- _ASSIGNED TASK_:
The answer must consist of every line from the entries that holds the word "Place".

::: INPUT RECORDS :::

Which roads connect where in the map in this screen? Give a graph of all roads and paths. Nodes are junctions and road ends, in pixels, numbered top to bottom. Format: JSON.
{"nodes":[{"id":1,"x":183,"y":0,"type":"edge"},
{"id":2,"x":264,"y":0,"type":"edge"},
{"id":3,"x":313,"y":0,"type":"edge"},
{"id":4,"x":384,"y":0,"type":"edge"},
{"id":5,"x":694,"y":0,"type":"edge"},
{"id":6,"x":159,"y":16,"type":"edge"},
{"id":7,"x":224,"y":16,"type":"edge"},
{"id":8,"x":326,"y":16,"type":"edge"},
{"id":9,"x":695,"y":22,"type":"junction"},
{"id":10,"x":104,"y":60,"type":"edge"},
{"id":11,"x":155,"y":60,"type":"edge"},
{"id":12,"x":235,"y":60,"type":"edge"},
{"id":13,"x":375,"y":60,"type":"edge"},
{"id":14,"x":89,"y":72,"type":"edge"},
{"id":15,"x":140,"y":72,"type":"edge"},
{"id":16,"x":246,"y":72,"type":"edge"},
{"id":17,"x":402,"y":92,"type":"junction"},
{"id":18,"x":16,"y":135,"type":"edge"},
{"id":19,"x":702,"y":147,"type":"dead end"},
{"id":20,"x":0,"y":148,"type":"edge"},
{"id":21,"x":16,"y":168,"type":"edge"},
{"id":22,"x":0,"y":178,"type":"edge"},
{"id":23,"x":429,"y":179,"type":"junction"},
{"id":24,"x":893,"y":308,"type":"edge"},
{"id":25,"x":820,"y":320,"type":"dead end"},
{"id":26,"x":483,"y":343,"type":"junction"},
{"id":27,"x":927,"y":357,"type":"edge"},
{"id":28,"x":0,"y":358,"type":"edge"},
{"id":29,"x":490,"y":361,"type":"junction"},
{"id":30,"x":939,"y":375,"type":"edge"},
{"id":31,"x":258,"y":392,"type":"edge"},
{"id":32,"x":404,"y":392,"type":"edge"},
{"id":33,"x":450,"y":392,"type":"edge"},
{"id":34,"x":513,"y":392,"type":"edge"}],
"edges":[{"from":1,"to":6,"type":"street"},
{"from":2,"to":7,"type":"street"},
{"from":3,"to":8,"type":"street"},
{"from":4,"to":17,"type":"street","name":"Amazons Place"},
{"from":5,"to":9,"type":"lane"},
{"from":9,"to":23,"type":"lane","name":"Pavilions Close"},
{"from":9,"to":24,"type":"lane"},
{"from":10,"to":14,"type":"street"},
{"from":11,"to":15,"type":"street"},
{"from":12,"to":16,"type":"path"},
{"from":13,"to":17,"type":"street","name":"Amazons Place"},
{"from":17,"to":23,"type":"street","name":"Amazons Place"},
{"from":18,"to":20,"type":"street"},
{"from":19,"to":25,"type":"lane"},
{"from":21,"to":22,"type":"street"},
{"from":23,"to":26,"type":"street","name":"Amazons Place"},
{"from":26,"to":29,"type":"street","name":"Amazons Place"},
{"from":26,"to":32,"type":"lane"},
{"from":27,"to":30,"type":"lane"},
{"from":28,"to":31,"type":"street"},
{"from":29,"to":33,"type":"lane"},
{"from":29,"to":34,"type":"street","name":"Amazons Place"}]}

:::

- _TASK OUTPUT_:
{"from":4,"to":17,"type":"street","name":"Amazons Place"},
{"from":13,"to":17,"type":"street","name":"Amazons Place"},
{"from":17,"to":23,"type":"street","name":"Amazons Place"},
{"from":23,"to":26,"type":"street","name":"Amazons Place"},
{"from":26,"to":29,"type":"street","name":"Amazons Place"},
{"from":29,"to":34,"type":"street","name":"Amazons Place"}]}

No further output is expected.